Publication year - 2016
Publication title -
tectonics
Language(s) - English
Resource type - Journals
SCImago Journal Rank - 2.465
H-Index - 134
eISSN - 1944-9194
pISSN - 0278-7407
DOI - 10.1002/2016tc004215
Subject(s) - geology , metamorphic core complex , detachment fault , dike , crust , fault (geology) , metamorphic rock , tectonics , seismology , orogeny , pluton , dome (geology) , geochemistry , extensional definition , petrology , geomorphology
Abstract The Chambers Well dike swarm and associated plutonic/volcanic rocks in the western footwall of the Whipple Detachment Fault (WDF) provide key insight into the evolution of this metamorphic core complex.

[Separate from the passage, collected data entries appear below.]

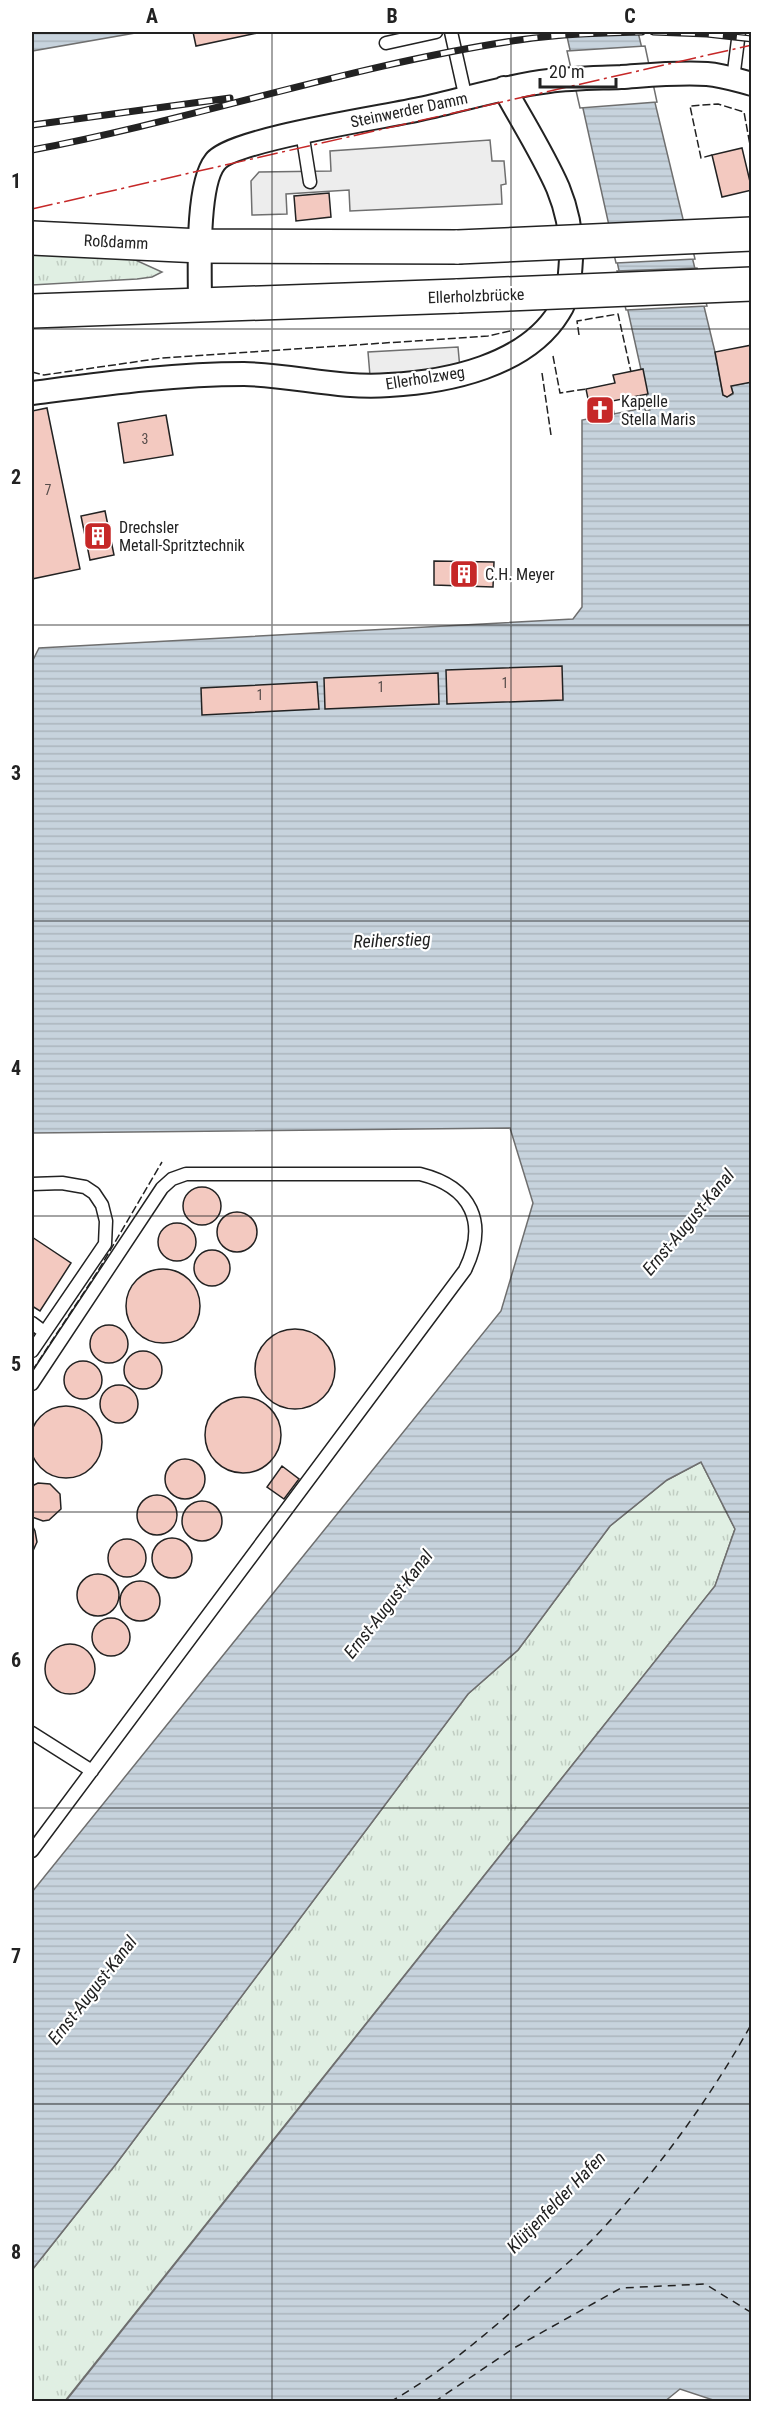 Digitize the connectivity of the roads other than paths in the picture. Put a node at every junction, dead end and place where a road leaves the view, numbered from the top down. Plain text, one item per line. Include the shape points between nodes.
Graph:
1 (436, 32) edge
2 (451, 32) edge
3 (739, 32) edge
4 (386, 43) dead end
5 (742, 82) edge
6 (504, 88) junction
7 (466, 99) junction
8 (302, 132) junction
9 (310, 182) dead end
10 (752, 234) edge
11 (32, 238) edge
12 (201, 246) junction
13 (752, 284) edge
14 (200, 305) junction
15 (32, 311) edge
16 (32, 393) edge
17 (32, 1184) edge
18 (32, 1323) edge
19 (44, 1332) junction
20 (32, 1351) edge
21 (32, 1384) edge
22 (32, 1733) edge
23 (92, 1771) junction
24 (32, 1851) edge

1 - 4 lane
2 - 7 lane
3 - 5 lane
5 - 6 street, Steinwerder Damm via 710,74 675,74 550,81
6 - 7 street, Steinwerder Damm
6 - 16 street, Ellerholzweg via 558,188 570,230 567,290 560,311 526,346 456,376 388,386 326,384 242,374 154,378
7 - 8 street, Steinwerder Damm
8 - 9 lane
8 - 12 street, Steinwerder Damm via 240,148 214,163 206,186
10 - 12 main road, bridge via 458,247
11 - 12 main road, Roßdamm
12 - 14 street, Steinwerder Damm
13 - 14 main road, Ellerholzbrücke, bridge
14 - 15 main road
17 - 19 lane via 85,1187 102,1205 106,1221 105,1244
18 - 19 lane
19 - 20 lane
21 - 23 lane via 162,1188 172,1179 186,1174 420,1174 440,1179 458,1191 471,1211 476,1229 474,1251 465,1270
22 - 23 lane
23 - 24 lane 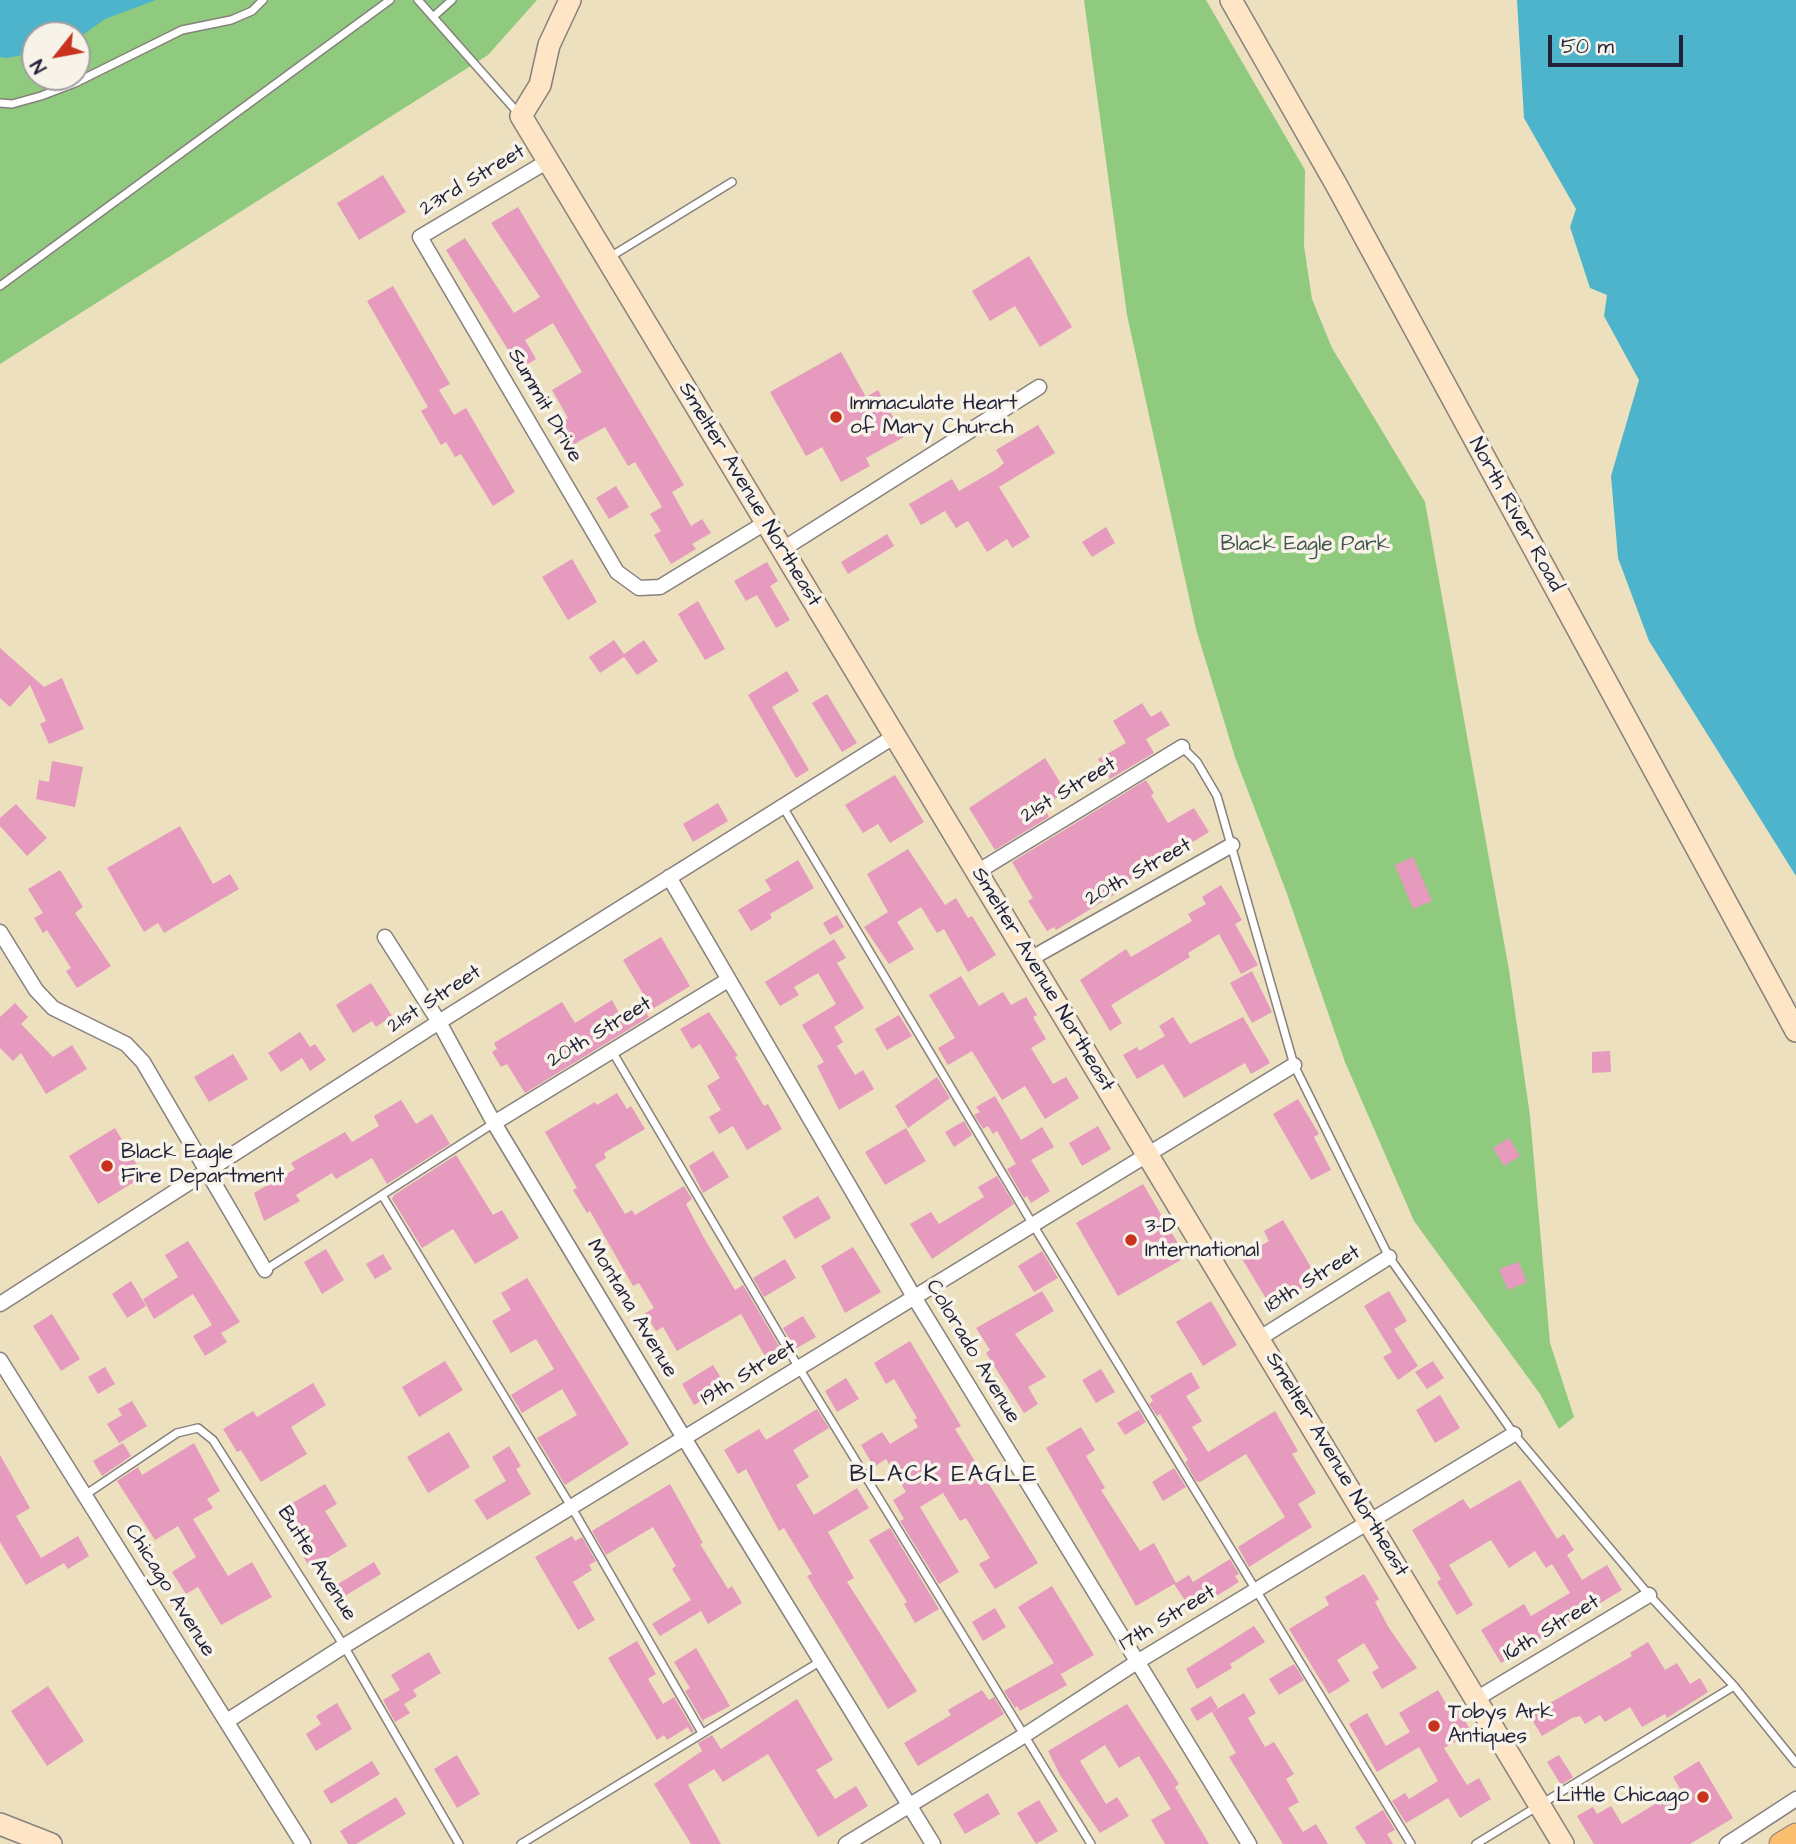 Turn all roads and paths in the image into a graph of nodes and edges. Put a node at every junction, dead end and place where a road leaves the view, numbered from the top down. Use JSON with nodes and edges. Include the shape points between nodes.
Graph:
{"nodes":[{"id":1,"x":263,"y":0,"type":"edge"},
{"id":2,"x":390,"y":0,"type":"edge"},
{"id":3,"x":418,"y":0,"type":"edge"},
{"id":4,"x":452,"y":0,"type":"edge"},
{"id":5,"x":569,"y":0,"type":"edge"},
{"id":6,"x":1231,"y":0,"type":"edge"},
{"id":7,"x":433,"y":17,"type":"junction"},
{"id":8,"x":0,"y":103,"type":"edge"},
{"id":9,"x":521,"y":117,"type":"junction"},
{"id":10,"x":548,"y":161,"type":"junction"},
{"id":11,"x":732,"y":182,"type":"dead end"},
{"id":12,"x":420,"y":237,"type":"joint"},
{"id":13,"x":607,"y":259,"type":"junction"},
{"id":14,"x":0,"y":286,"type":"edge"},
{"id":15,"x":1039,"y":387,"type":"dead end"},
{"id":16,"x":765,"y":523,"type":"junction"},
{"id":17,"x":783,"y":549,"type":"junction"},
{"id":18,"x":895,"y":736,"type":"junction"},
{"id":19,"x":1182,"y":747,"type":"joint"},
{"id":20,"x":783,"y":807,"type":"junction"},
{"id":21,"x":1232,"y":845,"type":"junction"},
{"id":22,"x":977,"y":872,"type":"junction"},
{"id":23,"x":669,"y":877,"type":"junction"},
{"id":24,"x":0,"y":932,"type":"edge"},
{"id":25,"x":385,"y":937,"type":"dead end"},
{"id":26,"x":1030,"y":959,"type":"junction"},
{"id":27,"x":728,"y":980,"type":"junction"},
{"id":28,"x":439,"y":1022,"type":"junction"},
{"id":29,"x":1796,"y":1031,"type":"edge"},
{"id":30,"x":612,"y":1050,"type":"junction"},
{"id":31,"x":1294,"y":1065,"type":"junction"},
{"id":32,"x":494,"y":1123,"type":"junction"},
{"id":33,"x":1146,"y":1153,"type":"junction"},
{"id":34,"x":207,"y":1172,"type":"junction"},
{"id":35,"x":383,"y":1195,"type":"junction"},
{"id":36,"x":1032,"y":1223,"type":"junction"},
{"id":37,"x":1389,"y":1257,"type":"junction"},
{"id":38,"x":265,"y":1270,"type":"joint"},
{"id":39,"x":914,"y":1297,"type":"junction"},
{"id":40,"x":0,"y":1304,"type":"edge"},
{"id":41,"x":1260,"y":1338,"type":"junction"},
{"id":42,"x":0,"y":1360,"type":"edge"},
{"id":43,"x":799,"y":1368,"type":"junction"},
{"id":44,"x":1514,"y":1434,"type":"junction"},
{"id":45,"x":684,"y":1438,"type":"junction"},
{"id":46,"x":84,"y":1496,"type":"junction"},
{"id":47,"x":572,"y":1508,"type":"junction"},
{"id":48,"x":1369,"y":1521,"type":"junction"},
{"id":49,"x":1257,"y":1590,"type":"junction"},
{"id":50,"x":1649,"y":1595,"type":"junction"},
{"id":51,"x":344,"y":1646,"type":"junction"},
{"id":52,"x":821,"y":1661,"type":"junction"},
{"id":53,"x":1137,"y":1662,"type":"junction"},
{"id":54,"x":1734,"y":1686,"type":"junction"},
{"id":55,"x":1476,"y":1699,"type":"junction"},
{"id":56,"x":227,"y":1721,"type":"junction"},
{"id":57,"x":701,"y":1731,"type":"junction"},
{"id":58,"x":1025,"y":1735,"type":"junction"},
{"id":59,"x":1796,"y":1763,"type":"edge"},
{"id":60,"x":1796,"y":1798,"type":"edge"},
{"id":61,"x":909,"y":1806,"type":"junction"},
{"id":62,"x":1540,"y":1807,"type":"junction"},
{"id":63,"x":0,"y":1824,"type":"edge"},
{"id":64,"x":1796,"y":1835,"type":"edge"},
{"id":65,"x":51,"y":1844,"type":"edge"},
{"id":66,"x":303,"y":1844,"type":"edge"},
{"id":67,"x":458,"y":1844,"type":"edge"},
{"id":68,"x":521,"y":1844,"type":"edge"},
{"id":69,"x":846,"y":1844,"type":"edge"},
{"id":70,"x":933,"y":1844,"type":"edge"},
{"id":71,"x":1091,"y":1844,"type":"edge"},
{"id":72,"x":1249,"y":1844,"type":"edge"},
{"id":73,"x":1411,"y":1844,"type":"edge"},
{"id":74,"x":1476,"y":1844,"type":"edge"},
{"id":75,"x":1563,"y":1844,"type":"edge"},
{"id":76,"x":1727,"y":1844,"type":"edge"},
{"id":77,"x":1781,"y":1844,"type":"edge"}],
"edges":[{"from":1,"to":8,"type":"lane","via":[[252,11],[182,30],[75,83],[12,104]]},
{"from":2,"to":14,"type":"lane"},
{"from":3,"to":7,"type":"lane"},
{"from":4,"to":7,"type":"lane"},
{"from":5,"to":9,"type":"street","via":[[549,45],[540,85]]},
{"from":6,"to":29,"type":"street","name":"North River Road","via":[[1337,186]]},
{"from":7,"to":9,"type":"lane"},
{"from":9,"to":10,"type":"street","name":"Smelter Avenue Northeast"},
{"from":10,"to":12,"type":"street","name":"23rd Street"},
{"from":10,"to":13,"type":"street","name":"Smelter Avenue Northeast"},
{"from":11,"to":13,"type":"lane"},
{"from":12,"to":16,"type":"street","name":"Summit Drive","via":[[617,572],[639,588],[660,587]]},
{"from":13,"to":16,"type":"street","name":"Smelter Avenue Northeast"},
{"from":15,"to":17,"type":"street"},
{"from":16,"to":17,"type":"street","name":"Smelter Avenue Northeast"},
{"from":17,"to":18,"type":"street","name":"Smelter Avenue Northeast"},
{"from":18,"to":20,"type":"street","name":"21st Street"},
{"from":18,"to":22,"type":"street","name":"Smelter Avenue Northeast"},
{"from":19,"to":21,"type":"lane","via":[[1198,762],[1217,796]]},
{"from":19,"to":22,"type":"street","name":"21st Street"},
{"from":20,"to":23,"type":"street","name":"21st Street"},
{"from":20,"to":36,"type":"lane"},
{"from":21,"to":26,"type":"street","name":"20th Street"},
{"from":21,"to":31,"type":"lane"},
{"from":22,"to":26,"type":"street","name":"Smelter Avenue Northeast"},
{"from":23,"to":27,"type":"street","name":"Colorado Avenue"},
{"from":23,"to":28,"type":"street","name":"21st Street"},
{"from":24,"to":34,"type":"street","via":[[36,990],[53,1008],[126,1044],[143,1062]]},
{"from":25,"to":28,"type":"street","name":"Montana Avenue"},
{"from":26,"to":33,"type":"street","name":"Smelter Avenue Northeast"},
{"from":27,"to":30,"type":"street","name":"20th Street"},
{"from":27,"to":39,"type":"street","name":"Colorado Avenue"},
{"from":28,"to":32,"type":"street","name":"Montana Avenue"},
{"from":28,"to":34,"type":"street","name":"21st Street"},
{"from":30,"to":32,"type":"street","name":"20th Street"},
{"from":30,"to":43,"type":"lane"},
{"from":31,"to":33,"type":"street","name":"19th Street"},
{"from":31,"to":37,"type":"lane"},
{"from":32,"to":35,"type":"lane"},
{"from":32,"to":45,"type":"street","name":"Montana Avenue"},
{"from":33,"to":36,"type":"street","name":"19th Street"},
{"from":33,"to":41,"type":"street","name":"Smelter Avenue Northeast"},
{"from":34,"to":38,"type":"street"},
{"from":34,"to":40,"type":"street","name":"21st Street"},
{"from":35,"to":38,"type":"lane"},
{"from":35,"to":47,"type":"lane"},
{"from":36,"to":39,"type":"street","name":"19th Street"},
{"from":36,"to":49,"type":"lane"},
{"from":37,"to":41,"type":"street","name":"18th Street"},
{"from":37,"to":44,"type":"lane"},
{"from":39,"to":43,"type":"street","name":"19th Street"},
{"from":39,"to":53,"type":"street","name":"Colorado Avenue"},
{"from":41,"to":48,"type":"street","name":"Smelter Avenue Northeast"},
{"from":42,"to":46,"type":"street","name":"Chicago Avenue"},
{"from":43,"to":45,"type":"street","name":"19th Street"},
{"from":43,"to":58,"type":"lane"},
{"from":44,"to":48,"type":"street","name":"17th Street"},
{"from":44,"to":50,"type":"lane"},
{"from":45,"to":47,"type":"street","name":"19th Street"},
{"from":45,"to":52,"type":"street","name":"Montana Avenue"},
{"from":46,"to":51,"type":"lane","name":"Butte Avenue","via":[[177,1433],[198,1428],[213,1440]]},
{"from":46,"to":56,"type":"street","name":"Chicago Avenue"},
{"from":47,"to":51,"type":"street","name":"19th Street"},
{"from":47,"to":57,"type":"lane"},
{"from":48,"to":49,"type":"street","name":"17th Street"},
{"from":48,"to":55,"type":"street","name":"Smelter Avenue Northeast"},
{"from":49,"to":53,"type":"street","name":"17th Street"},
{"from":49,"to":73,"type":"lane"},
{"from":50,"to":54,"type":"lane"},
{"from":50,"to":55,"type":"street","name":"16th Street"},
{"from":51,"to":56,"type":"street","name":"19th Street"},
{"from":51,"to":67,"type":"lane","name":"Butte Avenue"},
{"from":52,"to":57,"type":"lane"},
{"from":52,"to":61,"type":"street","name":"Montana Avenue"},
{"from":53,"to":58,"type":"street","name":"17th Street"},
{"from":53,"to":72,"type":"street","name":"Colorado Avenue"},
{"from":54,"to":59,"type":"lane"},
{"from":54,"to":62,"type":"lane"},
{"from":55,"to":62,"type":"street","name":"Smelter Avenue Northeast"},
{"from":56,"to":66,"type":"street","name":"Chicago Avenue"},
{"from":57,"to":68,"type":"lane"},
{"from":58,"to":61,"type":"street","name":"17th Street"},
{"from":58,"to":71,"type":"lane"},
{"from":60,"to":76,"type":"street"},
{"from":61,"to":69,"type":"street","name":"17th Street"},
{"from":61,"to":70,"type":"street","name":"Montana Avenue"},
{"from":62,"to":74,"type":"lane"},
{"from":62,"to":75,"type":"street","name":"Smelter Avenue Northeast"},
{"from":63,"to":65,"type":"street"},
{"from":64,"to":77,"type":"main road"}]}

New structural and geochronologic data suggest that the western 12–15 km of exposed footwall is steeply tilted to the SW, providing a cross‐sectional view of the upper crust, from the Miocene erosion surface to the top of the coeval mylonitization. Ages and compositions of dikes are indistinguishable from adjacent thick volcanic successions. Several kilometers of early Miocene extension (~20.5 to 19.0 Ma) were accommodated by magmatic accretion but transitioned to rapid extensional faulting and tilting at 19.0–18.5 Ma. The subhorizontal WDF in this area initiated as a northeast dipping high‐angle (50–60°) normal fault that breached the surface locally, not in a breakaway tens of kilometers to the west. Large‐scale tilting and differential uplift of the western footwall was in part coeval with mylonitization and dike emplacement and was accomplished by block rotation in the hanging wall of additional normal faults, isostatic uplift, and flow of lower crust from beneath less extended regions to the west. The WDF is likely a composite surface with a western segment that had ceased moving by ~18.5 Ma, cut by successively younger and steeper fault(s) to the east. Perhaps, the most important difference between seismogenic high‐angle normal faults and low‐angle “detachment faults” characteristic of metamorphic core complexes is one of magnitude and rate of total accumulated slip, not of initial failure conditions.